"""
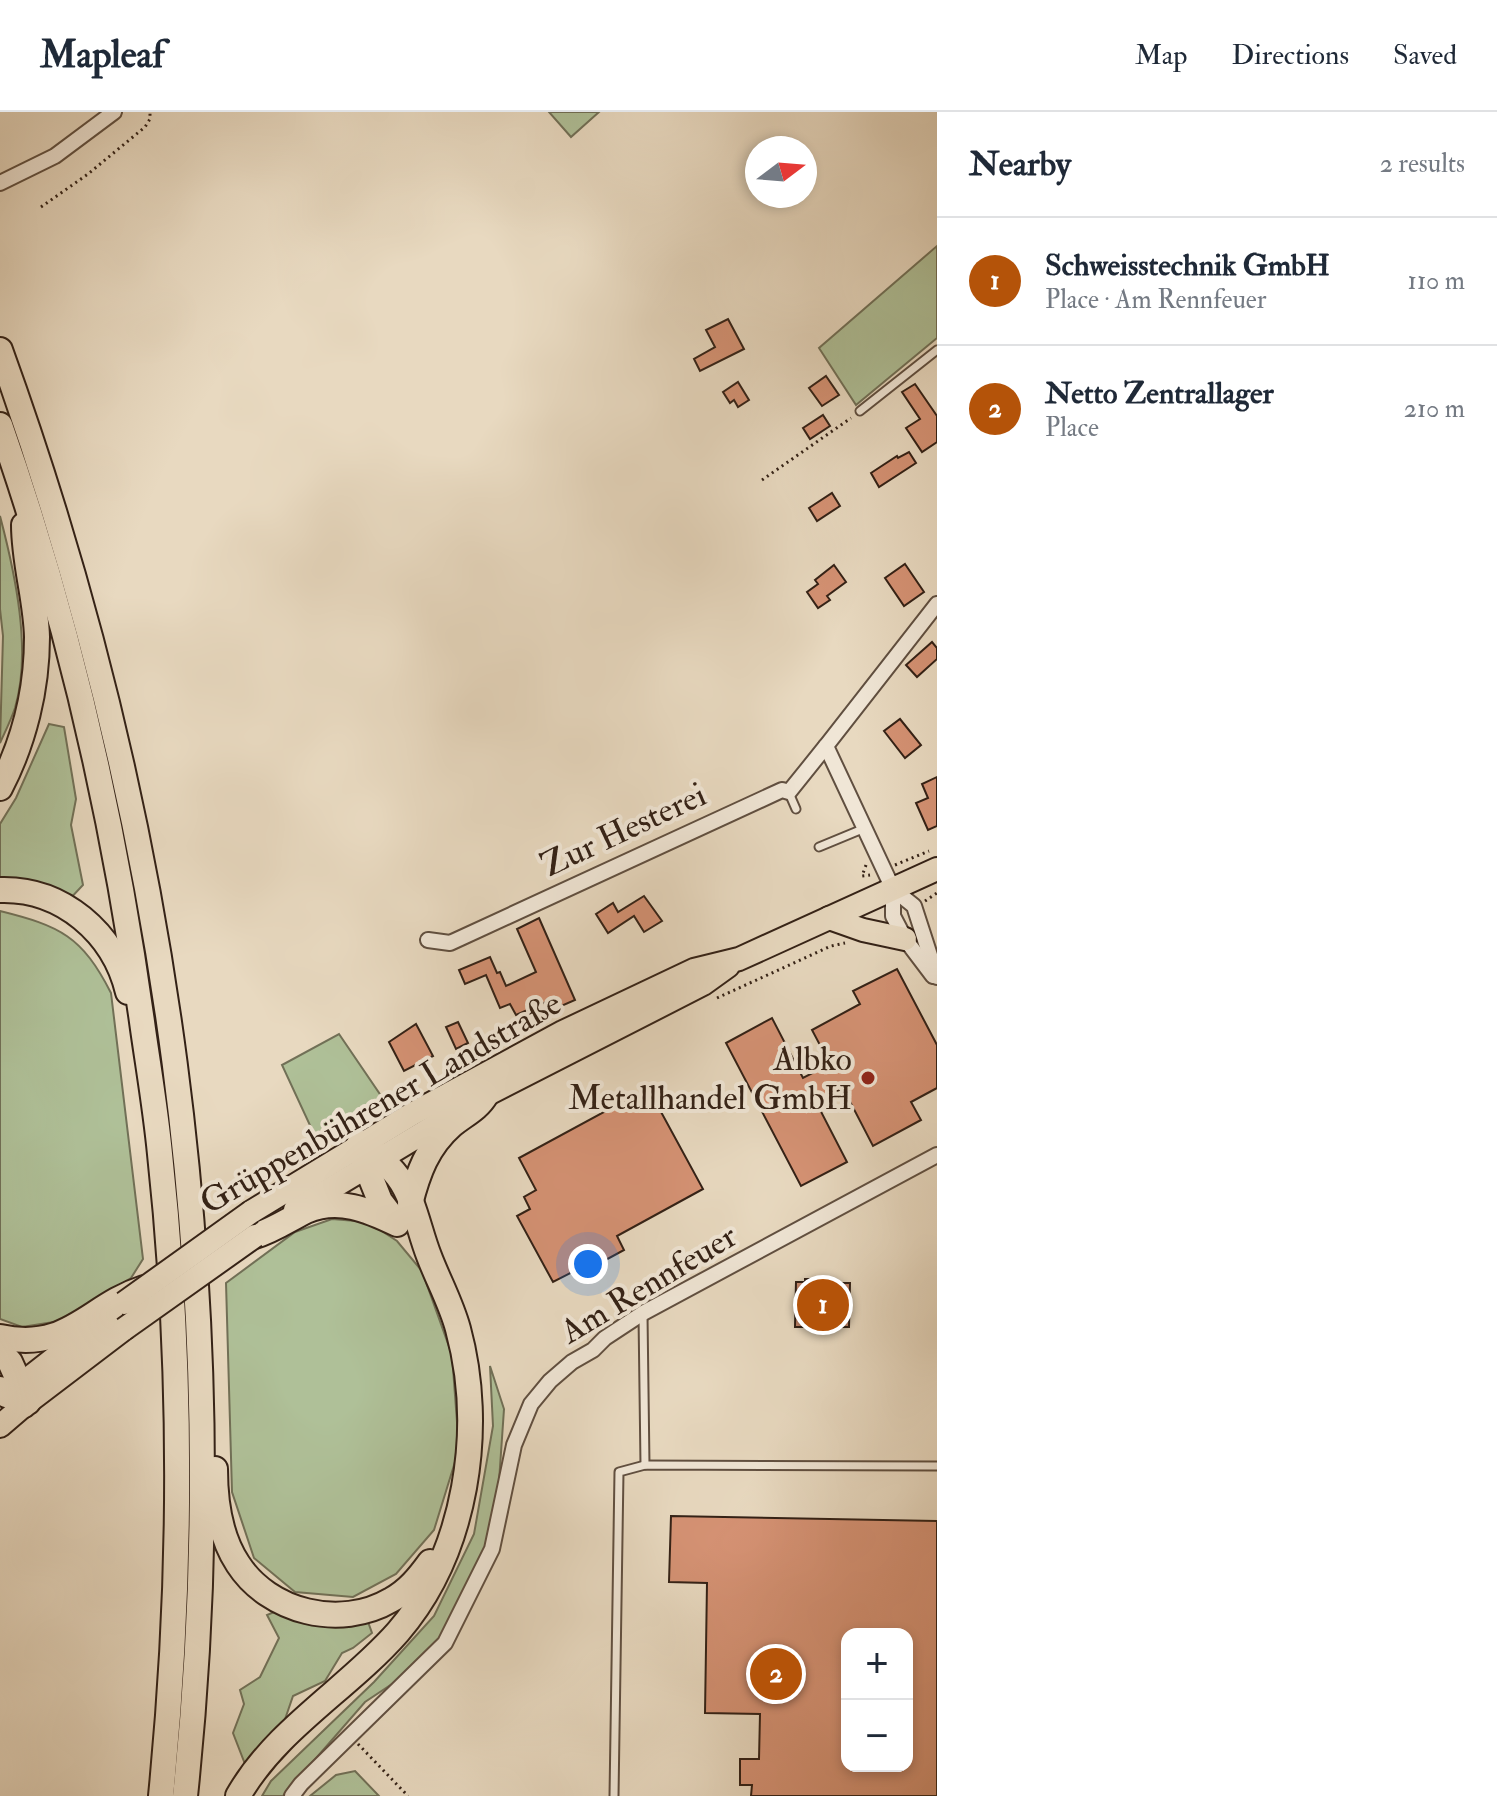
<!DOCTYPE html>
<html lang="en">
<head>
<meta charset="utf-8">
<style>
  :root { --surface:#fff; --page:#f6f6f7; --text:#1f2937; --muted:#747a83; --line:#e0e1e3; --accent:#b45309 }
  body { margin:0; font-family:"IM FELL Double Pica",serif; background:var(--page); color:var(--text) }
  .controls { position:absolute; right:24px; bottom:24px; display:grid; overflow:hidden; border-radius:16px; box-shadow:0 4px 12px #0003 }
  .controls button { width:72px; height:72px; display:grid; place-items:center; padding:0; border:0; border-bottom:2px solid var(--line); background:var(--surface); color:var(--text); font:40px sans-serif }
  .compass { position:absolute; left:745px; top:24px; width:72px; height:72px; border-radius:50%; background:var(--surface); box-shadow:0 4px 12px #0003; rotate:74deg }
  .you { position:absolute; left:588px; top:1152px; width:28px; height:28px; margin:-20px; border:6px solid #fff; border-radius:50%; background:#1a73e8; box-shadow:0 0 0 12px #1a73e833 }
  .badge { display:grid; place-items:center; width:52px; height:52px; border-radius:50%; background:var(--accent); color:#fff; font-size:26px; font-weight:700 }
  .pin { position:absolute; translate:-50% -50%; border:4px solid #fff; box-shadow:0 2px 8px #0006 }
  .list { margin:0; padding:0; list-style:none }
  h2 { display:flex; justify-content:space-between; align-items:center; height:104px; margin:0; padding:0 32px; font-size:34px }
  h2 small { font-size:26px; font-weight:400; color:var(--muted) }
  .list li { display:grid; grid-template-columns:52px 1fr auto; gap:24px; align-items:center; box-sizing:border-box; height:128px; padding:0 32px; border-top:2px solid var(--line) }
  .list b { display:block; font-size:30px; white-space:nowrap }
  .list p { margin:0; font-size:26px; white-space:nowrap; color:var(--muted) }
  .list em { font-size:26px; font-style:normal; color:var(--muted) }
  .map { position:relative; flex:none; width:937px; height:1684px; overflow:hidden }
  header { display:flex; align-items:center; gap:48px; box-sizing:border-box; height:112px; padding:0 40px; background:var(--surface); border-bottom:2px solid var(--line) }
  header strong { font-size:38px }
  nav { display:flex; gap:44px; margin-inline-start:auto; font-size:28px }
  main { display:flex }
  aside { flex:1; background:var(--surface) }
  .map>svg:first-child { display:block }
  .green { fill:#afc098; stroke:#717057; stroke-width:2 }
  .building { fill:#d59274; stroke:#332116; stroke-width:2; fill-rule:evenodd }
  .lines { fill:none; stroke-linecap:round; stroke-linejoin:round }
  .lane-casing { stroke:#604f40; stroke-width:11 }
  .street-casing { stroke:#604f40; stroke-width:18 }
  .primary-casing { stroke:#332116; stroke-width:26 }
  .highway-casing { stroke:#332116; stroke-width:28 }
  .path { stroke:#332116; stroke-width:3; stroke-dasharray:2 4; stroke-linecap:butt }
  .lane { stroke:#f0e6d6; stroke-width:7 }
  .street { stroke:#f0e6d6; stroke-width:14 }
  .primary { stroke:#e8d9c0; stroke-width:22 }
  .highway { stroke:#e8d9c0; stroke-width:24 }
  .primary-bridge-casing { stroke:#332116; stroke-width:26; stroke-linecap:butt }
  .primary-bridge { stroke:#e8d9c0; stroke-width:22 }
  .poi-dot { fill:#8f2418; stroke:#f0e6d6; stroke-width:3 }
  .labels { text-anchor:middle; stroke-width:8; stroke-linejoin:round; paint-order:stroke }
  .street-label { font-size:34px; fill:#332116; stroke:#f0e6d6 }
  .poi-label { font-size:34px; fill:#332116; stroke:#f0e6d6; text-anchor:end }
</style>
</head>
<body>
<header>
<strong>Mapleaf</strong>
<nav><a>Map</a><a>Directions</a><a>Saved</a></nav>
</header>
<main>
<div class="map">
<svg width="937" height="1684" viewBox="0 0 937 1684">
  <rect width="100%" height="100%" fill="#e8d9c0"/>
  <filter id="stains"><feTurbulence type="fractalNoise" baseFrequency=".0025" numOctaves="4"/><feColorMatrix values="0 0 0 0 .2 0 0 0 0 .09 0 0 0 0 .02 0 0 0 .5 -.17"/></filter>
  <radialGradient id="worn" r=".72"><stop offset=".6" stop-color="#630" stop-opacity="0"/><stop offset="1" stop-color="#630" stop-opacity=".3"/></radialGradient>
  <!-- green -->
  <g class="green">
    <path d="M549 0H599L571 25Z"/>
    <path d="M937 134V226L856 293 819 236Z"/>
    <path d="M0 404C15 461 32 539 15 596 11 608 5 620 0 631L3 524 0 497Z"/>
    <path d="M49 612 64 615 76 687 71 713 83 773 66 791 0 772V712L16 686Z"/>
    <path d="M0 799C60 814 82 824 111 881L143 1147 131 1166 60 1209 22 1215 0 1207Z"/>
    <path d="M339 922 390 997 340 1011 314 1022 282 953Z"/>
    <path d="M332 1107 368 1110 397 1129 422 1159 452 1243 459 1337 434 1418 396 1462 353 1485 295 1480 254 1446 232 1380 226 1171 295 1120Z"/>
    <path d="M490 1254 504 1297 498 1384 484 1444 440 1528 398 1568 365 1590 283 1684H262L271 1669 374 1570 434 1504 474 1422 493 1314Z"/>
    <path d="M274 1500C309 1513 331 1517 368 1510L372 1521 353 1536 342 1541 325 1569 293 1584 282 1616 245 1652 233 1621 244 1592 240 1578 260 1565 279 1526 267 1503Z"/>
    <path d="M355 1659 379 1684H310L336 1663Z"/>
  </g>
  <!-- building -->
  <g class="building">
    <path d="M728 207 744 237 700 259 694 247 715 235 706 218Z"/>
    <path d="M826 264 839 283 822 294 809 276Z"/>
    <path d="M738 270 749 288 738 295 734 288 730 291 723 280Z"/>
    <path d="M915 272 937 304V330L922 340 906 316 920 307 902 280Z"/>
    <path d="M823 303 830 314 810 327 803 316Z"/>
    <path d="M909 340 916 351 879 375 871 361 897 344 898 346Z"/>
    <path d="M832 381 840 394 817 409 809 396Z"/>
    <path d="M905 452 924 480 904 494 885 466Z"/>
    <path d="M834 453 846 470 827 484 830 488 818 496 807 480 818 472 815 468Z"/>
    <path d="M932 530 937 536V547L917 565 906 553Z"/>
    <path d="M900 607 921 633 905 646 884 619Z"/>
    <path d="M937 665V714L928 718 916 691 928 686 922 672Z"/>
    <path d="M644 784 662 809 644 820 634 804 608 821 596 802 613 791 618 800Z"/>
    <path d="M539 806 575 888 559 895 555 886 516 903 510 892 500 896 486 863 465 872 459 858 490 845 497 861 500 860 506 874 536 860 517 817Z"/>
    <path d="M897 857 937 933V976L911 990 921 1008 873 1034 843 976 816 990 847 1050 801 1074 726 931 772 906 803 966 830 952 812 918 860 892 853 879Z"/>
    <path d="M458 910 468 931 456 937 446 915Z"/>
    <path d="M416 912 433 944 404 959 389 930Z"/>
    <path d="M648 976 703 1077 617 1124 624 1138 591 1156 588 1152 553 1170 517 1104 530 1097 524 1085 536 1078 519 1046Z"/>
    <path d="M805 1167H829V1171H850L849 1215H795L796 1170H805Z"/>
    <path d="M671 1404 937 1409V1684H751L752 1673H740V1647H759L760 1602 705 1601 707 1471 669 1470ZM847 1522H907V1654H847Z"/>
  </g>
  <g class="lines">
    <defs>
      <g id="lane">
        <path d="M860 299 937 238"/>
        <path d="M789 681 796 697"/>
        <path d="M819 735 865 716"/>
        <path d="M643 1203 645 1353"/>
        <path d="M614 1684 619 1360 645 1353 937 1354"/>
      </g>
      <g id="street">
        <path d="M0 71 55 44 114 0"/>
        <path d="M937 492 826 634 893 777 914 794 937 865"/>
        <path d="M893 777V804L905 827 933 864"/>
        <path d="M428 828 450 831 782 678 789 680 826 634"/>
        <path d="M292 1684 301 1672 445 1531 492 1437 514 1333 531 1292 550 1269 572 1250 593 1238 605 1226 643 1201 937 1043"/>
      </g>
      <g id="primary">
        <path d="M829 806 863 818 905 827"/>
        <path d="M295 1098 486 983 703 872 728 854"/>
        <path d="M251 1100 412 1002 563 920 694 858 739 847 937 757"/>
        <path d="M6 1284 111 1202"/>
        <path d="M0 1314 28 1290 124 1217"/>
      </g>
      <g id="highway">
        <path d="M0 238C167 699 237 1196 185 1684"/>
        <path d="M0 313C69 509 115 712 143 917 149 959 156 1000 160 1042 183 1254 182 1472 161 1684"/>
        <path d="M0 676C24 630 37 577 37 525 36 487 24 451 24 413"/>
        <path d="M0 778C62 776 114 821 128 880"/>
        <path d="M358 1034 380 1089 396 1110"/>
        <path d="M410 1092C418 1061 427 1035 452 1013 464 1003 478 997 486 983"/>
        <path d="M255 1124C274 1118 288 1108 306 1099 338 1085 368 1098 397 1112"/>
        <path d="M0 1225C69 1240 88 1194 144 1176"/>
        <path d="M0 1239 10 1250 28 1290"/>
        <path d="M0 1277 24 1293"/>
        <path d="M215 1357C215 1387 220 1425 238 1452 269 1500 340 1518 391 1488 408 1479 419 1465 430 1450"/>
        <path d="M238 1684C276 1617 348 1577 398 1520 467 1440 485 1316 458 1217 451 1191 438 1168 429 1144 419 1119 414 1086 398 1065 389 1052 375 1042 363 1031"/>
      </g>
    </defs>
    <!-- lane casing -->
    <use href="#lane" class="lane-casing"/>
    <!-- street casing -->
    <use href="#street" class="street-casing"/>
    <!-- primary casing -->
    <use href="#primary" class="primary-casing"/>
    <!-- highway casing -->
    <use href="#highway" class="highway-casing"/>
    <!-- path -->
    <g class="path">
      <path d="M41 95 88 62 145 15 150 7V0"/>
      <path d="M762 368 851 306"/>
      <path d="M866 753 862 764 870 763"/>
      <path d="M895 753 929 739"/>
      <path d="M925 789 937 781"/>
      <path d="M717 886 831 834 845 831"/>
      <path d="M358 1632 408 1684"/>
    </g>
    <!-- lane -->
    <use href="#lane" class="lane"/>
    <!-- street -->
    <use href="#street" class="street"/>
    <!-- primary -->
    <use href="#primary" class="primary"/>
    <!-- highway -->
    <use href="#highway" class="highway"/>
    <defs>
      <g id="primary-bridge">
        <path d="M124 1191 251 1100"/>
        <path d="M124 1217 255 1124"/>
      </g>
    </defs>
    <!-- primary-bridge casing -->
    <use href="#primary-bridge" class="primary-bridge-casing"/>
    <!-- primary-bridge -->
    <use href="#primary-bridge" class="primary-bridge"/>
  </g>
  <!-- markers -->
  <circle class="poi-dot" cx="868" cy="966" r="8"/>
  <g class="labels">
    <!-- street labels -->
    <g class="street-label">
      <text transform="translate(623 717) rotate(-25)" y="12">Zur Hesterei</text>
      <text transform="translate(380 990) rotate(-30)" y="12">Grüppenbührener Landstraße</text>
      <text transform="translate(648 1171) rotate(-31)" y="12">Am Rennfeuer</text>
    </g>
    <!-- poi labels -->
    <g class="poi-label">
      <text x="852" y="958">Albko<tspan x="852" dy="39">Metallhandel GmbH</tspan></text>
    </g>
  </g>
  <rect width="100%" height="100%" filter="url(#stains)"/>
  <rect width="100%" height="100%" fill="url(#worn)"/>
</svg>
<div class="controls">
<button>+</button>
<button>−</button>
</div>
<svg class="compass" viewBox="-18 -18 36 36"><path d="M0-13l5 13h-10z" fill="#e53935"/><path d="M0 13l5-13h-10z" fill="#747a83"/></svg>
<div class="you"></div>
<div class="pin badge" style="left:823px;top:1193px">1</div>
<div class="pin badge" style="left:776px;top:1562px">2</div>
</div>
<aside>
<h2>Nearby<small>2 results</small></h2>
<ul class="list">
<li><span class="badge">1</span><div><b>Schweisstechnik GmbH</b><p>Place · Am Rennfeuer</p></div><em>110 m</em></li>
<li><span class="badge">2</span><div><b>Netto Zentrallager</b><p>Place</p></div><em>210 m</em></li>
</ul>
</aside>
</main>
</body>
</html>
"""
**Work request:**
A complete answer reproduces every line of the records in which the word "serif" occurs.

**Written answer:**
  body { margin:0; font-family:"IM FELL Double Pica",serif; background:var(--page); color:var(--text) }
  .controls button { width:72px; height:72px; display:grid; place-items:center; padding:0; border:0; border-bottom:2px solid var(--line); background:var(--surface); color:var(--text); font:40px sans-serif }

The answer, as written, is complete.